START SUPPLIED MATERIAL

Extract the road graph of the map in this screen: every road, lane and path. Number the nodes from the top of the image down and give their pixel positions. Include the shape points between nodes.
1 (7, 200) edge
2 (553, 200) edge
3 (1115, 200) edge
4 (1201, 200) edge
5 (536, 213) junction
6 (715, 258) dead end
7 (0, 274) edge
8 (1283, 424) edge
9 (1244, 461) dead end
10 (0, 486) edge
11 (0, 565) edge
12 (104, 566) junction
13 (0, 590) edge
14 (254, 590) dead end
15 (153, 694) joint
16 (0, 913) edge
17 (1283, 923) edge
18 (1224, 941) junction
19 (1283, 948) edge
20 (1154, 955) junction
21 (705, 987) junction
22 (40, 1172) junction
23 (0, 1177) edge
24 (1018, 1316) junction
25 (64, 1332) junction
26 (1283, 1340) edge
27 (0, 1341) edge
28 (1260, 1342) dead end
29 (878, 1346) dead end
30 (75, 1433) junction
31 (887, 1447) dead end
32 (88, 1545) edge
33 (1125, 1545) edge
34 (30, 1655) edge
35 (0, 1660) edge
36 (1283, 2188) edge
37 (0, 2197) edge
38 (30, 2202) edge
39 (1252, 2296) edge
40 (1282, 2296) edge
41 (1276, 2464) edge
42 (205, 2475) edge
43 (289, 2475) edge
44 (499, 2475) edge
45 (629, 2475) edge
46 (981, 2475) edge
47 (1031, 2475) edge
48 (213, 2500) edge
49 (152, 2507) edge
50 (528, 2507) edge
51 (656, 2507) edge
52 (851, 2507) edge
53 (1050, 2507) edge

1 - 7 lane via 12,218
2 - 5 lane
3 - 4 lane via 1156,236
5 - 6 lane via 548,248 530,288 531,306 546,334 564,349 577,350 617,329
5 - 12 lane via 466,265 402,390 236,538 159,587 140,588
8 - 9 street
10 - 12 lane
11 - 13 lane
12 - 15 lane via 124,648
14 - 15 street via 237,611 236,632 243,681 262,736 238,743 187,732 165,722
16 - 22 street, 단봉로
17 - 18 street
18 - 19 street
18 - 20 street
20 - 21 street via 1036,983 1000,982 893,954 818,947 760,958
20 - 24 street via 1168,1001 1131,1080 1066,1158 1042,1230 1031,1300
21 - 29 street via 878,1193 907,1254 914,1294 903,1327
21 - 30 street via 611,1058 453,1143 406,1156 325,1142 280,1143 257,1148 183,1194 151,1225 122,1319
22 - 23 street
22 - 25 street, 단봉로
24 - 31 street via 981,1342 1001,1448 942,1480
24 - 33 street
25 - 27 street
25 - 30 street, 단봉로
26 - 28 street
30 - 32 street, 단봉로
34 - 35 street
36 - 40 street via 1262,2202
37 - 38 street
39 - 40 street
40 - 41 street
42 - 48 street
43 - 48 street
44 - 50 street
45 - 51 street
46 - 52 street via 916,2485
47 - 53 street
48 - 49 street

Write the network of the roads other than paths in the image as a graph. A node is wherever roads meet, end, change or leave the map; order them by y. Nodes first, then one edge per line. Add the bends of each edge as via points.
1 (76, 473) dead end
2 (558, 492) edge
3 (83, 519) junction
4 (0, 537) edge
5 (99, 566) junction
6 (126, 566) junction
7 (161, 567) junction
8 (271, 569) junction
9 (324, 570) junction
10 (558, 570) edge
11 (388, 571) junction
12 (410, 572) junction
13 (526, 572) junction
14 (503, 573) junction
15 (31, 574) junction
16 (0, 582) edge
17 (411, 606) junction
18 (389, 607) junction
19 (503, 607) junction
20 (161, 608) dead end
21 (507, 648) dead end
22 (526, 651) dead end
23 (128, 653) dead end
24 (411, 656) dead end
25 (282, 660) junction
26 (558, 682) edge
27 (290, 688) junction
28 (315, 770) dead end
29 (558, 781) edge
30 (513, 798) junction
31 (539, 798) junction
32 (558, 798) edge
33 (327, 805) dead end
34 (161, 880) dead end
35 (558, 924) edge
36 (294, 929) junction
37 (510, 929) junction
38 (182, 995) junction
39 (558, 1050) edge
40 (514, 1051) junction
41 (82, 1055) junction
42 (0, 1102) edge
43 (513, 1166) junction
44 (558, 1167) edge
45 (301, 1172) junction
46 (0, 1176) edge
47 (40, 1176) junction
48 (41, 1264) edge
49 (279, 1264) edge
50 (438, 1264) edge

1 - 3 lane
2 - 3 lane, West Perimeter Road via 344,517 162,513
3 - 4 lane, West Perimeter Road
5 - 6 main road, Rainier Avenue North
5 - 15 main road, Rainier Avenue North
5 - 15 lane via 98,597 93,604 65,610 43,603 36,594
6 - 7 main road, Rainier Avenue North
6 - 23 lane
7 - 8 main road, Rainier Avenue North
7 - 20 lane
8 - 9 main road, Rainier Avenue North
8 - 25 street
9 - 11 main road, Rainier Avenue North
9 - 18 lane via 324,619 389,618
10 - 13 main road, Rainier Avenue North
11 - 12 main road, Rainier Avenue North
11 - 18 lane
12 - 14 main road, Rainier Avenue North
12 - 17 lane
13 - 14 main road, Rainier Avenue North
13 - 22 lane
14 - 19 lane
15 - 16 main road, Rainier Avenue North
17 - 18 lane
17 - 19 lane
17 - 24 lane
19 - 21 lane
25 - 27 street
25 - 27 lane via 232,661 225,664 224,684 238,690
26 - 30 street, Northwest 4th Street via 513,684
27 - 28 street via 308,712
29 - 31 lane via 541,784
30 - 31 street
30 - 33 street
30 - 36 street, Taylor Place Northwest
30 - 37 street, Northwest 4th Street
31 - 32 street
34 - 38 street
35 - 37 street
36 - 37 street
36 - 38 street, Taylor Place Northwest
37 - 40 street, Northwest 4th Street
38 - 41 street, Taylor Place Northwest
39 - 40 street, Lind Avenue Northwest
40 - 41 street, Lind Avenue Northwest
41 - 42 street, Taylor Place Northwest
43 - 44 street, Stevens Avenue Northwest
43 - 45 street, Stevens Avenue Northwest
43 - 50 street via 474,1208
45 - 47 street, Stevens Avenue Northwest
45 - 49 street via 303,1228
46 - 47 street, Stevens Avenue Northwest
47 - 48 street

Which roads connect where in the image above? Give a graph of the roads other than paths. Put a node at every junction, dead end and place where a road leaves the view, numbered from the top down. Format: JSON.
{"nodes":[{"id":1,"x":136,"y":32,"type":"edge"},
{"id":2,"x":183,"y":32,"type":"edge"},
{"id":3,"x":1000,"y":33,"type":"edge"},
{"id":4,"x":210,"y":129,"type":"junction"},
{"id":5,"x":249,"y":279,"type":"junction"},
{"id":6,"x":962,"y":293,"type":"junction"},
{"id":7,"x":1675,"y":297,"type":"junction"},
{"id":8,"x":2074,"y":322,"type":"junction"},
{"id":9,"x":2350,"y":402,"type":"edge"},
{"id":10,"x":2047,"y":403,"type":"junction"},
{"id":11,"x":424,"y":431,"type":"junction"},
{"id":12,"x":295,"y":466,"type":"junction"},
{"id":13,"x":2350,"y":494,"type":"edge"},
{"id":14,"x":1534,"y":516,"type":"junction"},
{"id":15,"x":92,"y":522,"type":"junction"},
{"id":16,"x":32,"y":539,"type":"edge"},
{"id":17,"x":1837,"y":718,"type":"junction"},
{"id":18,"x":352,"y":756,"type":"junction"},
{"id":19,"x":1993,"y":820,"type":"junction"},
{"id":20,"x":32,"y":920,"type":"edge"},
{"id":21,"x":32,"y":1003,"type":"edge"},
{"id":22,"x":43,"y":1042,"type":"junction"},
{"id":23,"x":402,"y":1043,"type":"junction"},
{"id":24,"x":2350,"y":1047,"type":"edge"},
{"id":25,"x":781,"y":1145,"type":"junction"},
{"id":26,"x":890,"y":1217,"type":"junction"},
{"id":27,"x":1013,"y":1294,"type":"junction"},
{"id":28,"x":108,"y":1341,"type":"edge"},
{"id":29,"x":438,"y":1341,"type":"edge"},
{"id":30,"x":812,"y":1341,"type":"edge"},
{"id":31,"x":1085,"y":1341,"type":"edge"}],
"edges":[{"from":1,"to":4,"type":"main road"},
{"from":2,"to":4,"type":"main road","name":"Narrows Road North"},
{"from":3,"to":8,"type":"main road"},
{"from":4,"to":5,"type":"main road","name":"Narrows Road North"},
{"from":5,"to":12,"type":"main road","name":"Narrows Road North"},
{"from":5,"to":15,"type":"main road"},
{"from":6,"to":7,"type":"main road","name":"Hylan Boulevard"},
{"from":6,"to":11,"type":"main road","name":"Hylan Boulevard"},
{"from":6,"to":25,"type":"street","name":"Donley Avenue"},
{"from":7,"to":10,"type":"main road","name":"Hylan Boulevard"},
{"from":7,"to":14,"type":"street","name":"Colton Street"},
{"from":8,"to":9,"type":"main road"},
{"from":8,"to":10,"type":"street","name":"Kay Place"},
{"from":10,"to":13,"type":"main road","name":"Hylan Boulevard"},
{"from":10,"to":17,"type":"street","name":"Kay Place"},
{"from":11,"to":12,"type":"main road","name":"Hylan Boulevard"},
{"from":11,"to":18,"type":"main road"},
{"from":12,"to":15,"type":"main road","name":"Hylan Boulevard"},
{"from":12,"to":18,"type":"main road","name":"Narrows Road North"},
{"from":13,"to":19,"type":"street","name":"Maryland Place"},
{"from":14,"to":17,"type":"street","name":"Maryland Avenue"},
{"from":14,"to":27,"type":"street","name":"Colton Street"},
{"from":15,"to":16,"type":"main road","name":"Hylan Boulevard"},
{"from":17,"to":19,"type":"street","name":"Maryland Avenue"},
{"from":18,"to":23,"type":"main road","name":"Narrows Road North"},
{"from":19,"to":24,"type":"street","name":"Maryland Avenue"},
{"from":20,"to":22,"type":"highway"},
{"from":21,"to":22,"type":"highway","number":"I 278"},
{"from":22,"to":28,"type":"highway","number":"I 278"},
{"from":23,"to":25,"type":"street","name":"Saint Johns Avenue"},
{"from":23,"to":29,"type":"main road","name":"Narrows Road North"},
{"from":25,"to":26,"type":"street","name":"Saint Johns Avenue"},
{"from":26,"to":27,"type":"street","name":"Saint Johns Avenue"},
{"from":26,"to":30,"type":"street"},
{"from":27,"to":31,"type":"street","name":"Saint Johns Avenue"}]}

END SUPPLIED MATERIAL

EXERCISE DETAILS: Count how many lines of the listing above include "Saint" and report that number alone.

EXPECTED ANSWER: 4